Un advisor es una persona que hace la función de asesor en alguna materia concreta, asesora en ciertas materias al equipo fundador, bien porque se trata de un experto del sector o porque es un exfundador de éxito. Estos son los dos casos más comunes que podemos encontrar, otros casos son más raros e incluso muchas veces no recomendables. El advisor tiene que aportar.

Hay que saber qué advisor necesita uno en cada momento. El consejo que necesitarás en tu primer año de compañía será muy diferente que el que necesitarás en el año 5. Es por ello que, muy probablemente, el advisor que entra al inicio (típicamente en el primer año) no estará presente tras dos años. Esto será bien porque ya no es necesario o porque simplemente se ha desinflado en su interés por la startup.

Este último punto es importante tenerlo en cuenta dadas las implicaciones que puede tener el cómo remunerar a dichos advisors, con el fin de evitar una captable desastre.

Podemos categorizar los advisors en 3 tipologías en función de lo que aportan:

  • Standard: aquel advisor con el que tendremos reuniones periódicas donde intercambiaremos impresiones, nos ayudará a pelotear ideas, evitar errores o indicar ciertas partes del camino (porque, por ejemplo, este advisor es un ex fundador con éxito).
  • Strategic (Estratégicos): aquel advisor que irá un paso más allá de las reuniones periódicas y nos ayudará a conectar con personas del ecosistema e incluso a contratar o captar talento, especialmente para aquellas áreas donde más flojeamos.
  • Expert (Expertos): aquel advisor que, a parte de lo anterior aporta contactos del sector e incluso trae clientes a la startup. Hablamos del advisor con mayor implicación a todos los niveles, no solo aporta know how sino que trae euros a la compañía.

¿Cómo remunerar a un advisor?

Al final del día, hay solo 2 formas de remunerar a un advisor, aunque lo importante es el cómo lo hagas dentro de estas dos disciplinas.

Si hablamos de caja, nos referimos a pagar, remunerar al advisor con dinero por su dedicación o por lo aportado a la empresa. Esta no es, evidentemente la más común entre las startups por no decir que nunca se utiliza.

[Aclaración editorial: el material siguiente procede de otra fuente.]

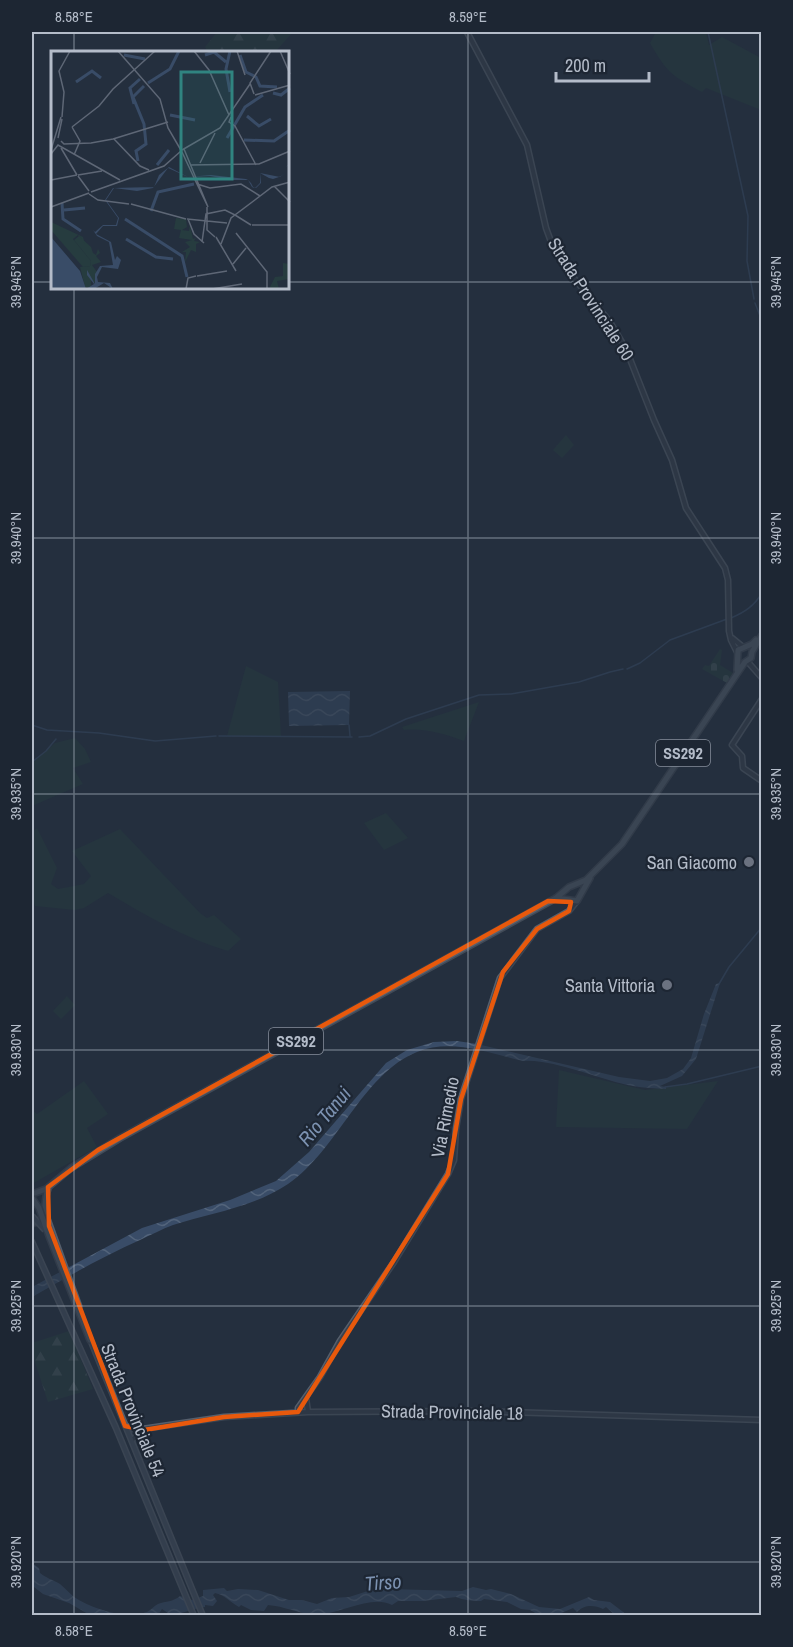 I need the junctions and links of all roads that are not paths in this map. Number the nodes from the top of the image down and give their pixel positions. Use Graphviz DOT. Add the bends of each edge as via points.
graph roads {
  1 [pos="467,32"];
  2 [pos="730,635"];
  3 [pos="761,636"];
  4 [pos="744,647"];
  5 [pos="752,653"];
  6 [pos="737,654"];
  7 [pos="746,661"];
  8 [pos="756,670"];
  9 [pos="736,675"];
  10 [pos="762,678"];
  11 [pos="762,699"];
  12 [pos="762,781"];
  13 [pos="593,872"];
  14 [pos="575,886"];
  15 [pos="567,889"];
  16 [pos="581,894"];
  17 [pos="556,898"];
  18 [pos="572,901"];
  19 [pos="48,1187"];
  20 [pos="33,1194"];
  21 [pos="45,1209"];
  22 [pos="32,1216"];
  23 [pos="32,1224"];
  24 [pos="49,1236"];
  25 [pos="32,1242"];
  26 [pos="71,1290"];
  27 [pos="90,1341"];
  28 [pos="306,1396"];
  29 [pos="297,1412"];
  30 [pos="308,1412"];
  31 [pos="762,1420"];
  32 [pos="125,1426"];
  33 [pos="144,1430"];
  34 [pos="133,1442"];
  35 [pos="194,1616"];
  36 [pos="203,1616"];
  1 -- 2 [label="street, Strada Provinciale 60" via="527,145 553,247 626,349 672,460 686,508 725,568"];
  2 -- 4 [label="street"];
  2 -- 6 [label="street, Strada Provinciale 60"];
  3 -- 4 [label="main road, SS292"];
  3 -- 5 [label="main road, SS292"];
  4 -- 5 [label="main road"];
  4 -- 6 [label="main road, SS292"];
  5 -- 7 [label="main road, SS292"];
  5 -- 8 [label="street"];
  6 -- 7 [label="main road"];
  6 -- 9 [label="main road"];
  7 -- 8 [label="street"];
  7 -- 9 [label="main road, SS292"];
  8 -- 10 [label="street"];
  9 -- 13 [label="main road, SS292" via="632,831"];
  11 -- 12 [label="street" via="732,745 742,756 743,768"];
  13 -- 14 [label="main road, SS292"];
  13 -- 16 [label="main road, SS292"];
  14 -- 15 [label="main road, SS292"];
  14 -- 16 [label="main road"];
  15 -- 17 [label="main road, SS292"];
  15 -- 18 [label="main road"];
  16 -- 18 [label="main road, SS292"];
  17 -- 18 [label="main road"];
  17 -- 19 [label="main road, SS292" via="106,1146"];
  18 -- 28 [label="street, Via Rimedio" via="570,910 537,929 503,972 459,1106 454,1160 448,1174"];
  19 -- 20 [label="main road, SS292"];
  19 -- 21 [label="main road"];
  20 -- 21 [label="main road" via="42,1198"];
  20 -- 24 [label="main road, bridge"];
  21 -- 23 [label="main road" via="39,1221"];
  21 -- 26 [label="main road"];
  22 -- 24 [label="main road, bridge"];
  24 -- 26 [label="main road"];
  25 -- 35 [label="main road"];
  26 -- 27 [label="main road"];
  27 -- 32 [label="main road, Strada Provinciale 54"];
  28 -- 29 [label="street, Via Rimedio"];
  28 -- 30 [label="street"];
  29 -- 30 [label="street, Strada Provinciale 18"];
  29 -- 33 [label="street, Strada Provinciale 18" via="224,1417"];
  30 -- 31 [label="street, Strada Provinciale 18" via="474,1411"];
  32 -- 33 [label="street, Strada Provinciale 18"];
  32 -- 34 [label="main road, Strada Provinciale 54"];
  33 -- 34 [label="street"];
  34 -- 36 [label="main road, Strada Provinciale 54"];
}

La segunda, a través de un % de la compañía, y aquí es donde entra en juego el cómo, típicamente lo podremos hacer de dos formas:

  • Con un número de participaciones, un % directo en la compañía
  • A través de opciones (stock options) o phantom shares, al igual que se hace con los empleados haciendo uso del ESOP. En Estados Unidos se refieren a esto como “Advisory Shares”, un término general utilizado para describir la compensación en acciones que se da a los asesores de una startup pero que es diferente a la de empleados.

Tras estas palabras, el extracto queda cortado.